The sky in Georgetown was overcast. Big brass streetlights lit up the brick sidewalks, storefronts, and town houses. A rare Washington snowstorm was on its way. The winds had begun to pick up. She turned onto Twenty-fourth Street, passing Standard Bakery. The smell of fresh-baked bread wafted out. In the morning, when she was home, Jessica would roll out of bed and walk down and buy a coffee and raspberry muffin. She didn’t have time right now.

Jessica lived in a brick, three-story town house in a quiet neighborhood of Georgetown, just off Wisconsin Avenue. The house was built in 1864, and still had its original floorboards, windows, and overall
character. As she walked down Twenty-fourth Street, she smiled. She loved Georgetown, loved her neighborhood and street. Its familiarity—brass lanterns, brick fronts, black doors—let her escape the events of the past few days: Long Beach, Capitana, Savage Island. They dominated her thoughts almost constantly. For a few brief seconds, she thought about her neighborhood, the ordered line of town houses, the simple beauty of the thin, cobblestone street. She let herself drift away, if only for a few stolen moments.

She came to the front of her house, #88. She inserted the big silver key into the front door, turned the lock, then pushed the big, black-painted wooden door in. There, on the ground, was a pile of catalogues, envelopes, and mail. She stepped inside, shut the door behind her. She didn’t have much time, one hour, before she had to catch the helicopter to New York City.

Vic Buck stared at the photograph on the wall, transfixed. The black-and-white photo showed a sailboat tipped nearly perpendicular. A fierce wind filled the large sail and pushed the sloop nearly horizontal. Perched out over the water, strapped into harnesses, two teenage girls leaned back. Behind the boat, the ocean was a choppy black, interrupted by whitecaps. The girls smiled as they tore through the water.
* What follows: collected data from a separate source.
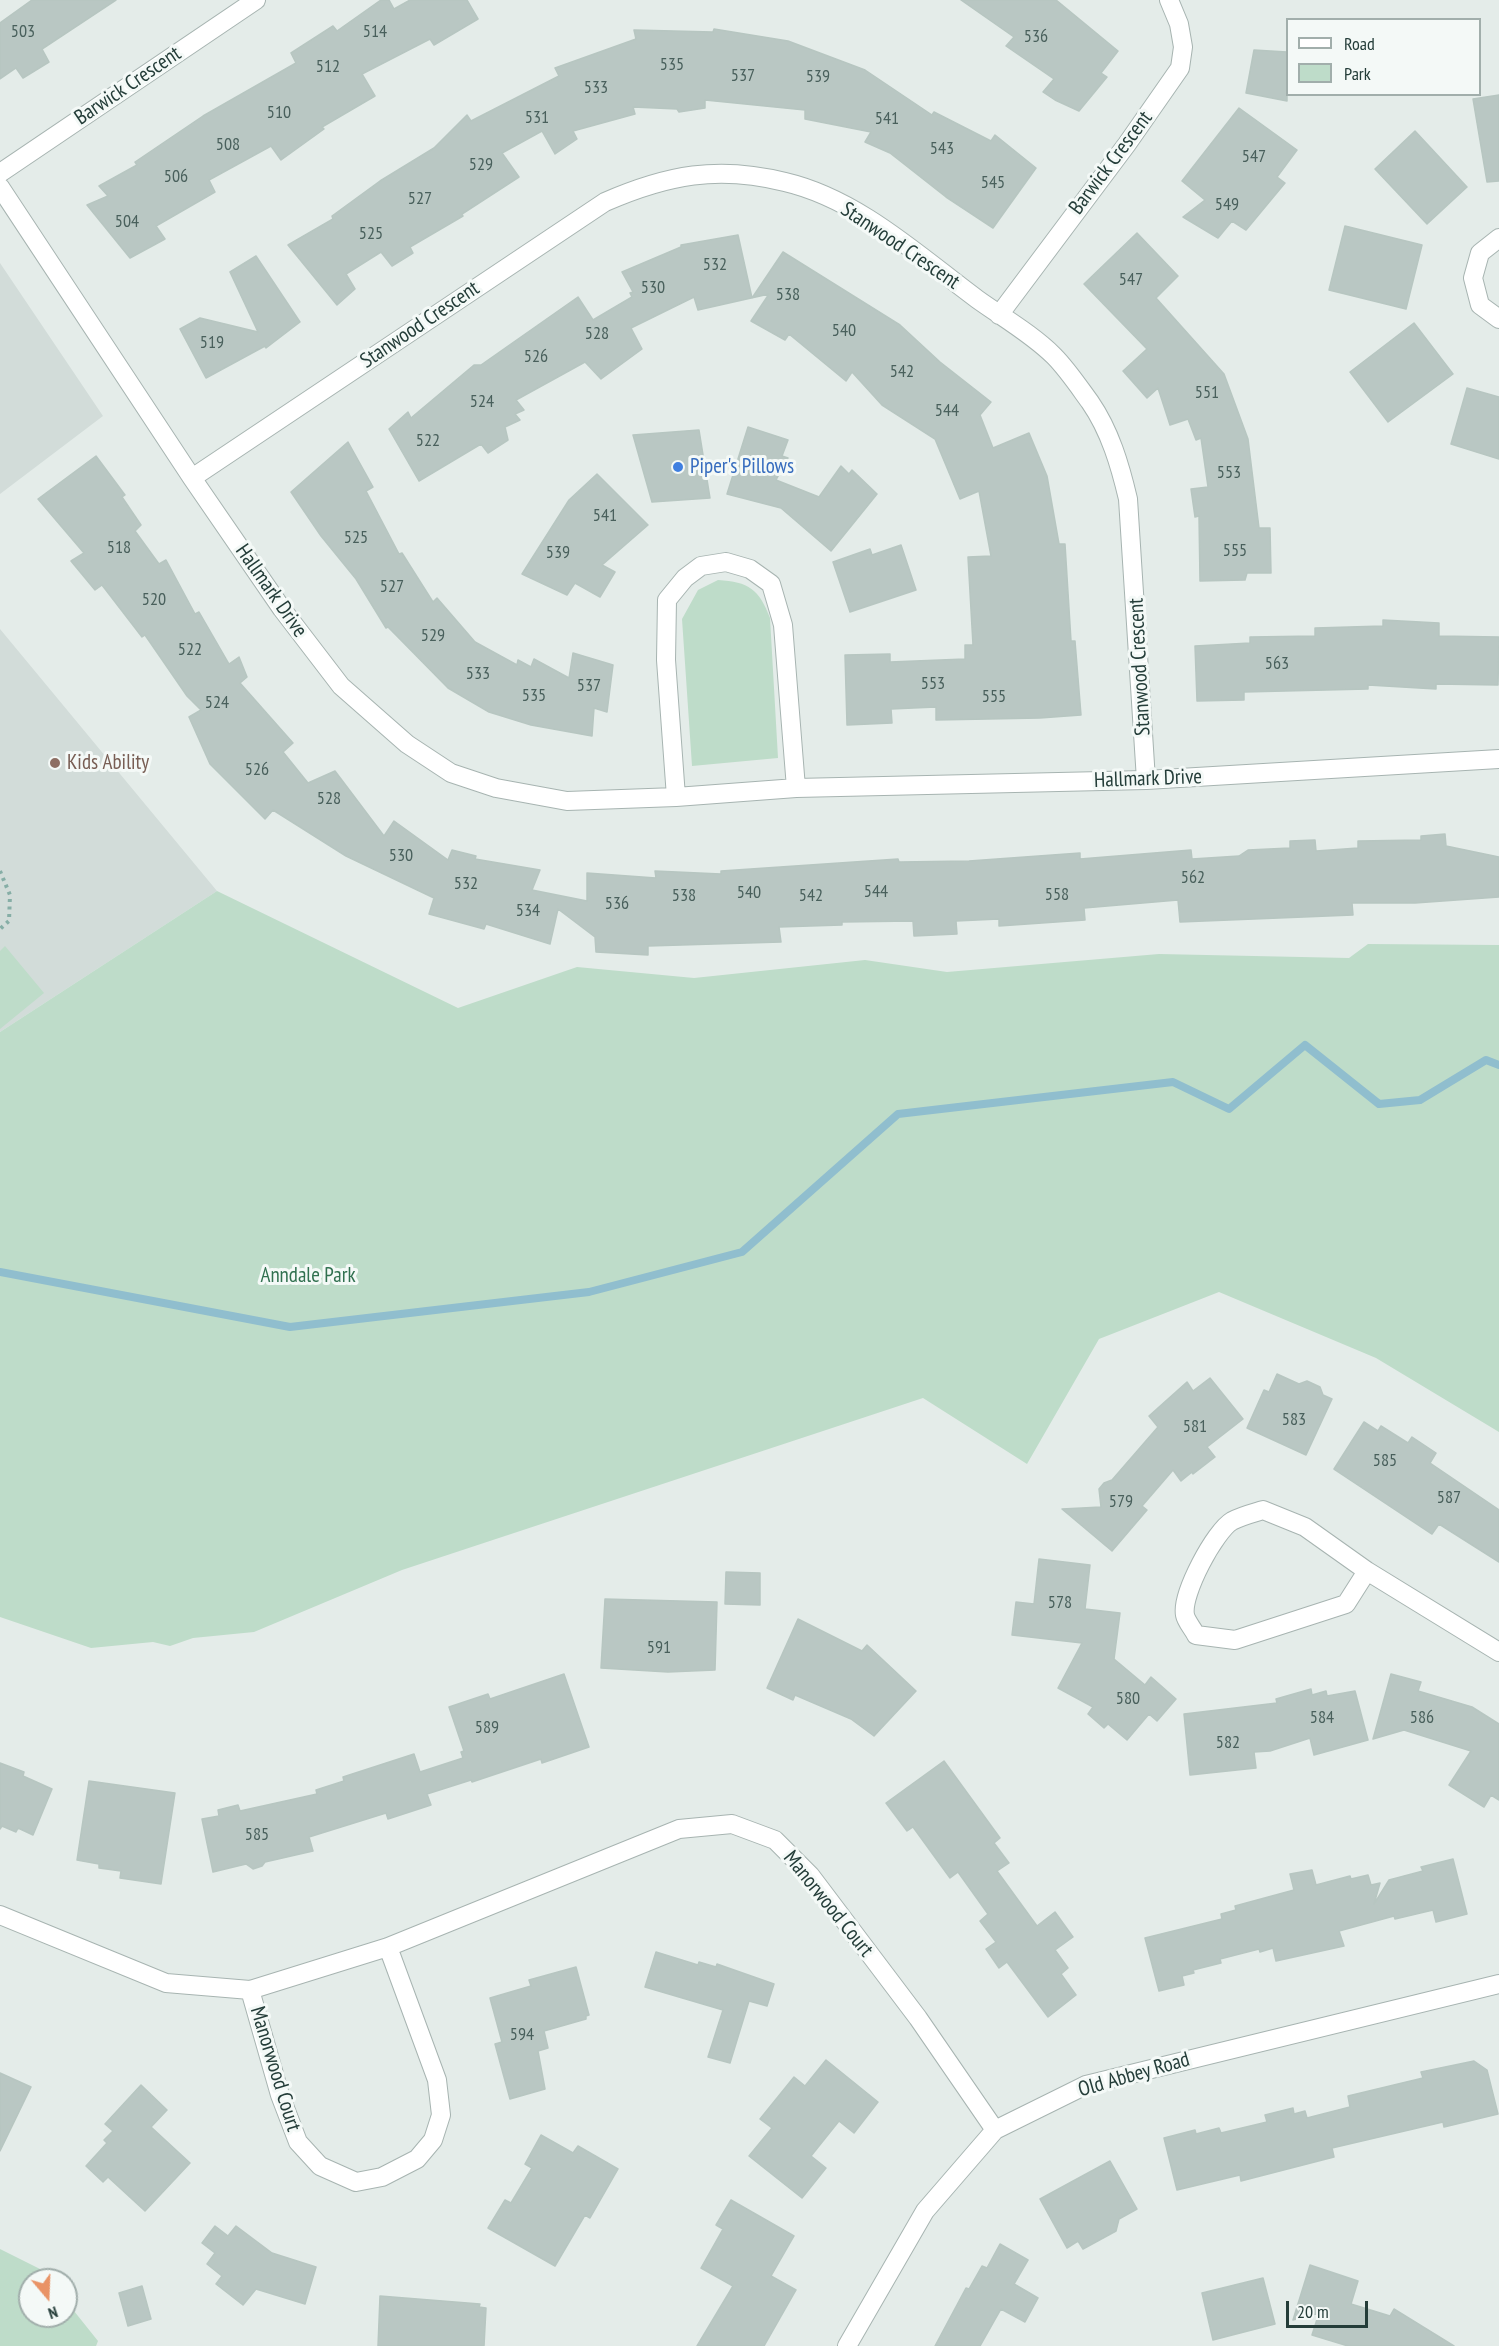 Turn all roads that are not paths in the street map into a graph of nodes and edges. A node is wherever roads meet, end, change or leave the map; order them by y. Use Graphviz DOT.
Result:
graph roads {
  1 [pos="256,0"];
  2 [pos="1169,0"];
  3 [pos="0,173"];
  4 [pos="0,187"];
  5 [pos="1499,238"];
  6 [pos="999,315"];
  7 [pos="1499,319"];
  8 [pos="192,478"];
  9 [pos="1499,759"];
  10 [pos="1146,780"];
  11 [pos="796,788"];
  12 [pos="676,797"];
  13 [pos="1367,1571"];
  14 [pos="1499,1652"];
  15 [pos="0,1915"];
  16 [pos="388,1947"];
  17 [pos="1499,1984"];
  18 [pos="250,1990"];
  19 [pos="995,2130"];
  20 [pos="847,2346"];
  1 -- 3 [label="street, Barwick Crescent"];
  2 -- 6 [label="street, Barwick Crescent"];
  4 -- 8 [label="street, Hallmark Drive"];
  5 -- 7 [label="street"];
  6 -- 8 [label="street, Stanwood Crescent"];
  6 -- 10 [label="street, Stanwood Crescent"];
  8 -- 12 [label="street, Hallmark Drive"];
  9 -- 10 [label="street, Hallmark Drive"];
  10 -- 11 [label="street, Hallmark Drive"];
  11 -- 12 [label="street, Hallmark Drive"];
  11 -- 12 [label="street"];
  13 -- 13 [label="street"];
  13 -- 14 [label="street"];
  15 -- 18 [label="street, Manorwood Court"];
  16 -- 18 [label="street, Manorwood Court"];
  16 -- 18 [label="street, Manorwood Court"];
  16 -- 19 [label="street, Manorwood Court"];
  17 -- 19 [label="street, Old Abbey Road"];
  19 -- 20 [label="street, Old Abbey Road"];
}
Buck did not show any emotion as he stared at the photograph. In fact, Buck no longer saw the photograph. After a full minute of staring at it, he had stopped seeing sailboat, ocean, and teenage girls. What he saw, instead, was a beach, and an image of himself on that beach. It was the image that had been etched into his mind for ten long years now. It was the picture of himself in the future, after this whole ugly business was done and over. It was getting closer now, he felt it. He could almost taste it. But he also felt it slipping away.

Suddenly, he was awakened from his silent contemplation by the sound of a key in a lock. It came from downstairs. He continued to stare at the photograph for another few seconds. His focus returned to the image in front of his eyes. The girl on the left, he had no idea who she was, long blond hair, heavyset. But the girl on the right, the one with the
smile, that one was obvious; short, auburn hair, tanned, face covered in freckles, adorable. He stared at the girl for another second or two.
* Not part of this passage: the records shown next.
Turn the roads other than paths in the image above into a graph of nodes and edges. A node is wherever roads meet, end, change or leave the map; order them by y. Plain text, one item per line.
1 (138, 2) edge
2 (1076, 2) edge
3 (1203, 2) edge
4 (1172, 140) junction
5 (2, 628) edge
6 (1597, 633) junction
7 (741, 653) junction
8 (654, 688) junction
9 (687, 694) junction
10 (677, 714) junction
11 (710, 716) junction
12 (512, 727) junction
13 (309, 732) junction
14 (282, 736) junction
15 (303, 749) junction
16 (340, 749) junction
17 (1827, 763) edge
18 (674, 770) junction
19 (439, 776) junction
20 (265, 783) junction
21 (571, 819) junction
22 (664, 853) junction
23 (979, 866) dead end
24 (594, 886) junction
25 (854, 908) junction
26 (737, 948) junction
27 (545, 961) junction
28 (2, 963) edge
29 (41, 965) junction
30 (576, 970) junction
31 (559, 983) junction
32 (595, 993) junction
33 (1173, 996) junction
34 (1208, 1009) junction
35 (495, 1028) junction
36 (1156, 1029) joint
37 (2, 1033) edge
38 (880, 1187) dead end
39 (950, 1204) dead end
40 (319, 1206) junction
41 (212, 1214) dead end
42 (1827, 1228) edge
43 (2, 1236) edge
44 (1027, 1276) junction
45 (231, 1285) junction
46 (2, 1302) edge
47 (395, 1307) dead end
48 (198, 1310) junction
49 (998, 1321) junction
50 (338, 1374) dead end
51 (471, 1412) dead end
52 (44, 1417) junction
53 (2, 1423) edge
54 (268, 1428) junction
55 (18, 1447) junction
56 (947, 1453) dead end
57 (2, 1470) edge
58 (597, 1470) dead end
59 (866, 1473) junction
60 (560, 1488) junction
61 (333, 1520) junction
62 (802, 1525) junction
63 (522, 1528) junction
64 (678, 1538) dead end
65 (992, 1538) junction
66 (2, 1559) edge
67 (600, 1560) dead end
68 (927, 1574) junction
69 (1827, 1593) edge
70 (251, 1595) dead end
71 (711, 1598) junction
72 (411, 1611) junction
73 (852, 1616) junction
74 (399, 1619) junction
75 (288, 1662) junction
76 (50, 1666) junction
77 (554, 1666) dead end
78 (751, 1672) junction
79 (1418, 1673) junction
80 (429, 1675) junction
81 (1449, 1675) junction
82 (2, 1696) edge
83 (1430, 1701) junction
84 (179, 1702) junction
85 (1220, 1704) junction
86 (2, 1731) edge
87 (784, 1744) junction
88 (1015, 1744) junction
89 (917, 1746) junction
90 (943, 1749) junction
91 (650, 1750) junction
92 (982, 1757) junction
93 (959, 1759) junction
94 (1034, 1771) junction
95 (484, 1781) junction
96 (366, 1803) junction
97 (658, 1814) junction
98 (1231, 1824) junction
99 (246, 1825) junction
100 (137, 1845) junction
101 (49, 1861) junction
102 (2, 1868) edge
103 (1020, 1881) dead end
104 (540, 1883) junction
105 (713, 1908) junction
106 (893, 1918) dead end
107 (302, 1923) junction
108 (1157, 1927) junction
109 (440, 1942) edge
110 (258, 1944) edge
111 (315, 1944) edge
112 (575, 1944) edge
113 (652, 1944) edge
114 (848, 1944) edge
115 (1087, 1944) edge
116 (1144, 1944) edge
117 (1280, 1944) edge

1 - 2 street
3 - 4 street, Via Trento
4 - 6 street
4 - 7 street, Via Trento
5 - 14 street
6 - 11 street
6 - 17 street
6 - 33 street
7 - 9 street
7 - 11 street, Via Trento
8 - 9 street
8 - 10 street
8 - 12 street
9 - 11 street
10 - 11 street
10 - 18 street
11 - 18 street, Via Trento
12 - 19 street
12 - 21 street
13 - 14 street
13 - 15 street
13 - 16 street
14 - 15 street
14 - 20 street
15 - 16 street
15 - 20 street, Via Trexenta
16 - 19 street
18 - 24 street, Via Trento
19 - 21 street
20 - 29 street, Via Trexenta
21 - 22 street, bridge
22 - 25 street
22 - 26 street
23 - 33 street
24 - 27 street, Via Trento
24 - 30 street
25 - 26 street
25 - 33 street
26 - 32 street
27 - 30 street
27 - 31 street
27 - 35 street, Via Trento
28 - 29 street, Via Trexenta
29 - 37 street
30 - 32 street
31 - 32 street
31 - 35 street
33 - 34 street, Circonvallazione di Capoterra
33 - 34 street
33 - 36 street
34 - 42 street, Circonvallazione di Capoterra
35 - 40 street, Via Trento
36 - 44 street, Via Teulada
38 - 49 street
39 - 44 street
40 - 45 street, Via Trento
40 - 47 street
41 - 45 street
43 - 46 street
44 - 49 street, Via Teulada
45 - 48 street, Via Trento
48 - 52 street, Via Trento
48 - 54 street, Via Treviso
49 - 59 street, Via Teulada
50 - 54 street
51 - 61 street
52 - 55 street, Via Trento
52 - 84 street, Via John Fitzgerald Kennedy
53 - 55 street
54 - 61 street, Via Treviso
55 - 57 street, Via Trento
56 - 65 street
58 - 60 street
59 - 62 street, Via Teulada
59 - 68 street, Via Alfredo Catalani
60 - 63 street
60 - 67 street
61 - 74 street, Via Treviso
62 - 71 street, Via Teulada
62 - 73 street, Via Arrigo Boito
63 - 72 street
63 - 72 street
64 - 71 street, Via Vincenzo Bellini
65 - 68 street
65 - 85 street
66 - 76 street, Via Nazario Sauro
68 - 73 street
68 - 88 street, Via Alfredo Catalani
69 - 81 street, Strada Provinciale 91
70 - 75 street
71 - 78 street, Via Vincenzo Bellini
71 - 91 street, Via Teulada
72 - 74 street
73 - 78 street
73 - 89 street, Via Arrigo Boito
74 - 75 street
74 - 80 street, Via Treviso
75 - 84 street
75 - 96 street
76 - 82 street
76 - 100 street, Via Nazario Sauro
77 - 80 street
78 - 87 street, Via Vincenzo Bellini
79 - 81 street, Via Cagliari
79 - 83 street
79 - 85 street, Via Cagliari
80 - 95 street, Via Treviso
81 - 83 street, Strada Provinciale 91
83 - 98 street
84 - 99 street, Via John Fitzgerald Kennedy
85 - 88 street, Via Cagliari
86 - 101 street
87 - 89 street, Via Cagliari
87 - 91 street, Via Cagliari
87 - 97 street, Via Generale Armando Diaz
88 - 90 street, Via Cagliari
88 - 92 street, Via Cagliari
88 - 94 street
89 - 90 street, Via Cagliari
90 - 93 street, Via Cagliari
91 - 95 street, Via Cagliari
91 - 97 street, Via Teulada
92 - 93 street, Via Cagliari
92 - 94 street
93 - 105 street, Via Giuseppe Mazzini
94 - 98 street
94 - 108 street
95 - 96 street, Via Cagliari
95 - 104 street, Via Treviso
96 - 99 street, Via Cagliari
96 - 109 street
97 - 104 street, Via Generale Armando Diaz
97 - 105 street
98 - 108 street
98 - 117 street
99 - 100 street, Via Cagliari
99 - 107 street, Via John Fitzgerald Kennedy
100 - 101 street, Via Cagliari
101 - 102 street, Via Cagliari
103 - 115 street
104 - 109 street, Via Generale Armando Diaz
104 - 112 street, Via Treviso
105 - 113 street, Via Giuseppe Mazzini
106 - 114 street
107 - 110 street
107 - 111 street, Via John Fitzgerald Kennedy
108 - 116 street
He reached down, pulled the leather glove on his left hand tighter, then did the same with his right. He reached up, pulled the ski mask down from his forehead so that it now covered his face, except for the two eye-holes.
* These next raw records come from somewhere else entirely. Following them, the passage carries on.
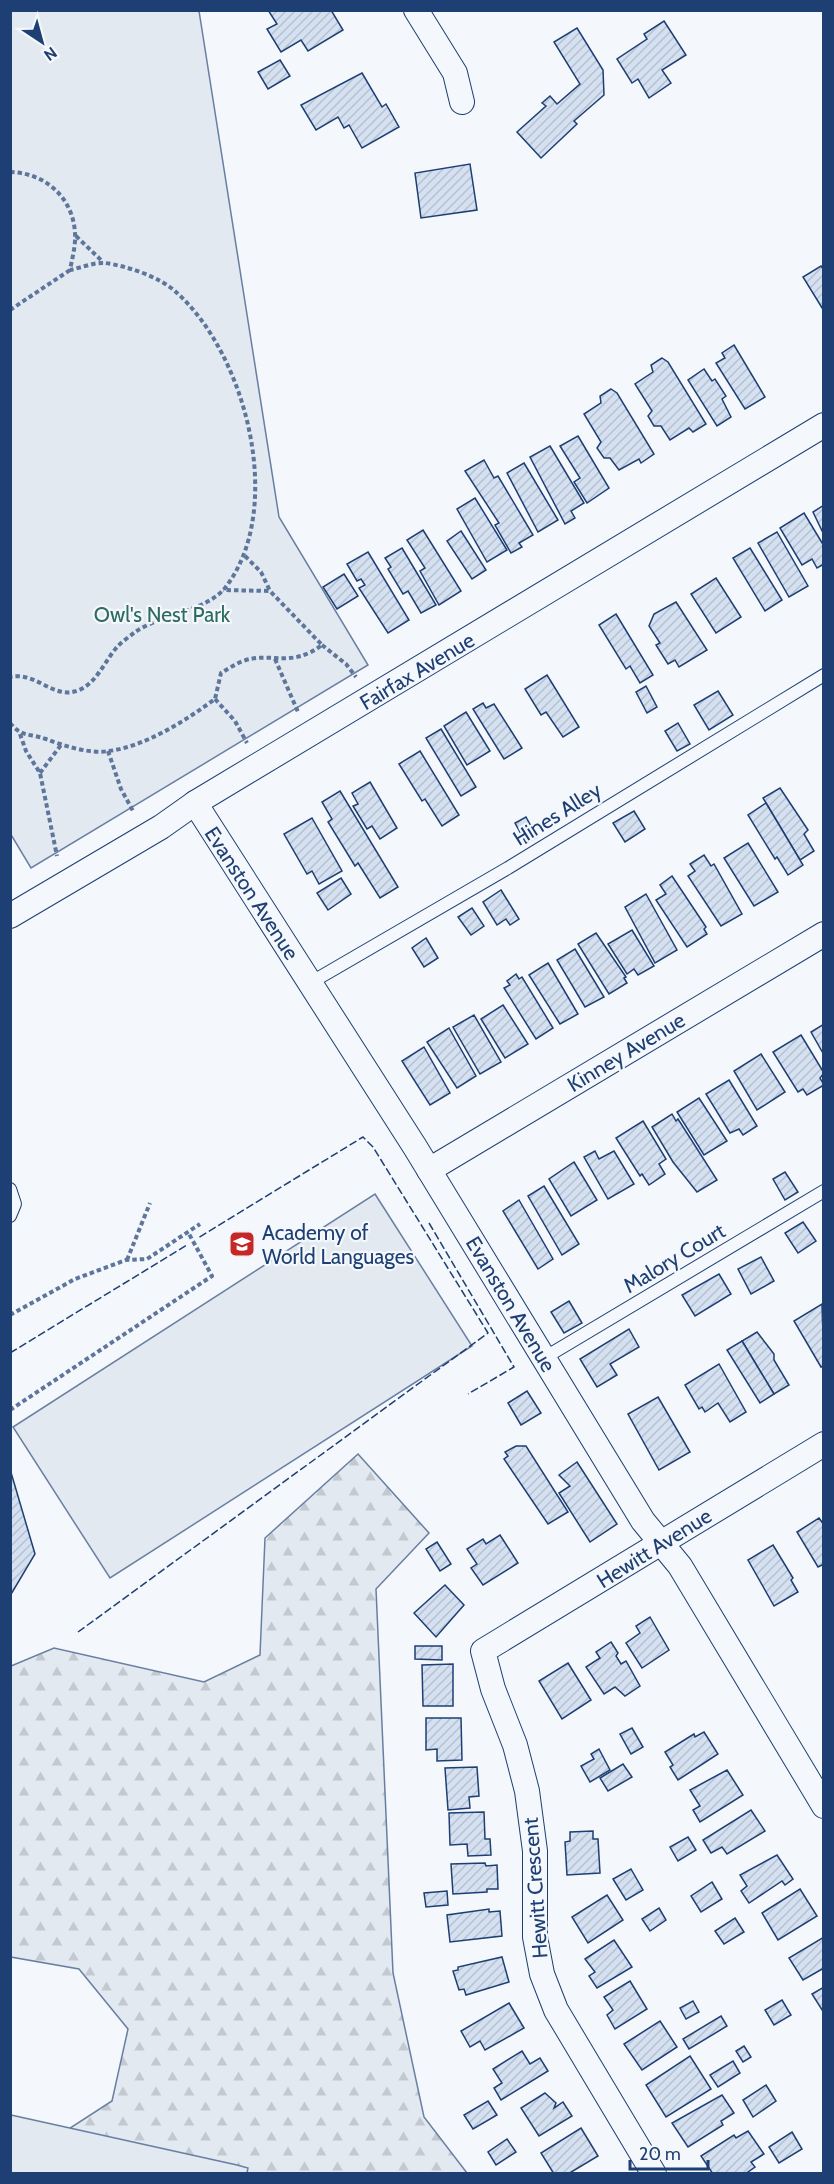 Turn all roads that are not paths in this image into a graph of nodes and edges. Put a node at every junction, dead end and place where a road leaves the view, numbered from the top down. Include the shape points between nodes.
1 (416, 10) edge
2 (462, 102) dead end
3 (824, 425) edge
4 (824, 675) edge
5 (195, 803) junction
6 (10, 916) edge
7 (824, 934) edge
8 (310, 983) junction
9 (429, 1170) junction
10 (10, 1189) edge
11 (824, 1191) edge
12 (10, 1216) edge
13 (544, 1358) junction
14 (824, 1444) edge
15 (662, 1544) junction
16 (483, 1651) joint
17 (824, 1806) edge
18 (654, 2174) edge

1 - 2 street via 455,72
3 - 5 street, Fairfax Avenue
4 - 8 lane, Hines Alley via 508,868
5 - 6 street, Fairfax Avenue
5 - 8 street, Evanston Avenue
7 - 9 street, Kinney Avenue
8 - 9 street, Evanston Avenue
9 - 13 street, Evanston Avenue
10 - 12 lane via 15,1204
11 - 13 lane, Malory Court
13 - 15 street, Evanston Avenue via 643,1521
14 - 15 street, Hewitt Avenue
15 - 16 street, Hewitt Avenue
15 - 17 street, Evanston Avenue via 680,1566
16 - 18 street, Hewitt Crescent via 527,1791 535,1851 535,1937 542,1974 556,2010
Finally, he reached to his left armpit, pulled the Glock 36 from the nylon shoulder holster. Calmly, he reached for the black steel silencer in the right pocket of his down coat. Without looking, as he continued to stare at the black-and-white photograph of Jessica Tanzer, sailing one summer day long ago, he screwed the silencer onto the muzzle of his semiautomatic weapon.

When he heard the door shut, he turned. He moved past the railing at the top of the stairs into her bedroom. He settled back, behind the door. It was nearly pitch-black, but she would be coming up the stairs, and when she did she would flip the light switch on. He didn’t want to be seen when that happened.